■ Work to complete
The answer must consist of every line below containing "Jati".

*** Opening of Data ***

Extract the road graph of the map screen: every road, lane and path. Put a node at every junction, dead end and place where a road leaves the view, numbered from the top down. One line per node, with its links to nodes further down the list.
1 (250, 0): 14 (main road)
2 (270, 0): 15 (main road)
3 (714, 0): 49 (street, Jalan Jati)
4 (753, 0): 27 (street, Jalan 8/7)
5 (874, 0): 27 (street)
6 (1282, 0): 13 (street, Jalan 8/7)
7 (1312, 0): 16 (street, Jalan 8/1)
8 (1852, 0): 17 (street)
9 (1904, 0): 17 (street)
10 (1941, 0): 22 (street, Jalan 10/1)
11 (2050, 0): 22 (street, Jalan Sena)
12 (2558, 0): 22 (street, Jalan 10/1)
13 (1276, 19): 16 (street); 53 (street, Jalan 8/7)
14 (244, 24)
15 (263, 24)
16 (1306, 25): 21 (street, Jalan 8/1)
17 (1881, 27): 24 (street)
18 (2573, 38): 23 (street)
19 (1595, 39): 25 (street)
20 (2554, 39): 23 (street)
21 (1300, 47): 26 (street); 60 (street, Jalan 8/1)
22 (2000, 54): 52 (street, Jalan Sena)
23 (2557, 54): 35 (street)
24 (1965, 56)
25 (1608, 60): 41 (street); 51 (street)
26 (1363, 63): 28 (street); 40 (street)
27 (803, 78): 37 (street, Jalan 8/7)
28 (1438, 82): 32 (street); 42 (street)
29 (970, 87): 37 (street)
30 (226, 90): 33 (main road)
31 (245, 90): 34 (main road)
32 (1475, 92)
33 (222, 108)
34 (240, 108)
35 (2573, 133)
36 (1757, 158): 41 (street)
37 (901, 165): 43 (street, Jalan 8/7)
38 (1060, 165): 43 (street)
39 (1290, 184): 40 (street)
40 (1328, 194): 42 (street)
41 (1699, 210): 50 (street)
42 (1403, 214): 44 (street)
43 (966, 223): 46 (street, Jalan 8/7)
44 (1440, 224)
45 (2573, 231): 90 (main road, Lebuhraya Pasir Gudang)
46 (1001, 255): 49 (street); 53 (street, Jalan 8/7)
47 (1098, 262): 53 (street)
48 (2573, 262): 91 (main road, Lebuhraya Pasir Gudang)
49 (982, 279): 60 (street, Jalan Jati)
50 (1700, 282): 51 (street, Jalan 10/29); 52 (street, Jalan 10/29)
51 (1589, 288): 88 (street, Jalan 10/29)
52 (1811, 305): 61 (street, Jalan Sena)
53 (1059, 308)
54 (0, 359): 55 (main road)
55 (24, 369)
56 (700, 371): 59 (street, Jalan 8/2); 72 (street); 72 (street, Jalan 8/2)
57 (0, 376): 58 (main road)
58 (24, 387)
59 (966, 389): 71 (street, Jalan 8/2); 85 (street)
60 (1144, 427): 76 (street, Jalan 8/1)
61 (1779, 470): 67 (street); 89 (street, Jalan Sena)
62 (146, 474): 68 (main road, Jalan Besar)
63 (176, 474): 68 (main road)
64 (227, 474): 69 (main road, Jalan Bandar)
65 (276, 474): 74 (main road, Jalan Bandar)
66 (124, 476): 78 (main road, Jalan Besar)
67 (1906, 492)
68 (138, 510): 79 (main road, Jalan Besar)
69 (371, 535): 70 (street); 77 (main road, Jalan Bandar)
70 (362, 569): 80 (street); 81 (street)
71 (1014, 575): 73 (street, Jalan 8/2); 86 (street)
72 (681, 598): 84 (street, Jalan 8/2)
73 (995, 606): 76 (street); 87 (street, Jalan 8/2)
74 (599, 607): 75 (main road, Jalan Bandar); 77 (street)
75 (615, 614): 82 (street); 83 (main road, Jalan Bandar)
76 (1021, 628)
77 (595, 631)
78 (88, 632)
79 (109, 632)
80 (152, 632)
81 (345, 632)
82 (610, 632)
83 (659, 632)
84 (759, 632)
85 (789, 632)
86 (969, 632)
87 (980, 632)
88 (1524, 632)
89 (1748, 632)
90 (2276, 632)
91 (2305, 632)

*** Close of Data ***

■ Output of the task
3 (714, 0): 49 (street, Jalan Jati)
49 (982, 279): 60 (street, Jalan Jati)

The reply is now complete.